*THE TASK*.
In the data below, locate each line with the word "hand" and list it.

*SUPPLIED RECORDS*.
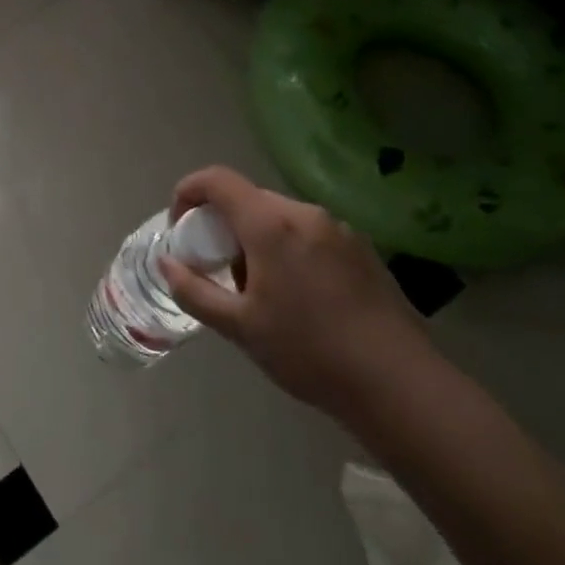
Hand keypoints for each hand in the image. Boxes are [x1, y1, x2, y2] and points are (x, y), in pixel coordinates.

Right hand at [160, 166, 432, 418]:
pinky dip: (288, 248)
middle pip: (249, 199)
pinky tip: (298, 296)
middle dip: (223, 225)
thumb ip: (194, 289)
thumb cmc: (308, 351)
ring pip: (280, 217)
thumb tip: (166, 262)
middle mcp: (305, 212)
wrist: (398, 383)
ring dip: (257, 239)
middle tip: (218, 268)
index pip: (217, 180)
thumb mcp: (239, 326)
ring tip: (259, 289)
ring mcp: (338, 229)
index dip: (188, 192)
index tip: (180, 227)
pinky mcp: (362, 249)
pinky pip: (309, 233)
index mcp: (271, 223)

*ANSWER SPACE*.
Hand keypoints for each hand in the image. Boxes are [x1, y1, x2, y2] and points are (x, y), in pixel coordinates.
Right hand at [160, 166, 432, 418]:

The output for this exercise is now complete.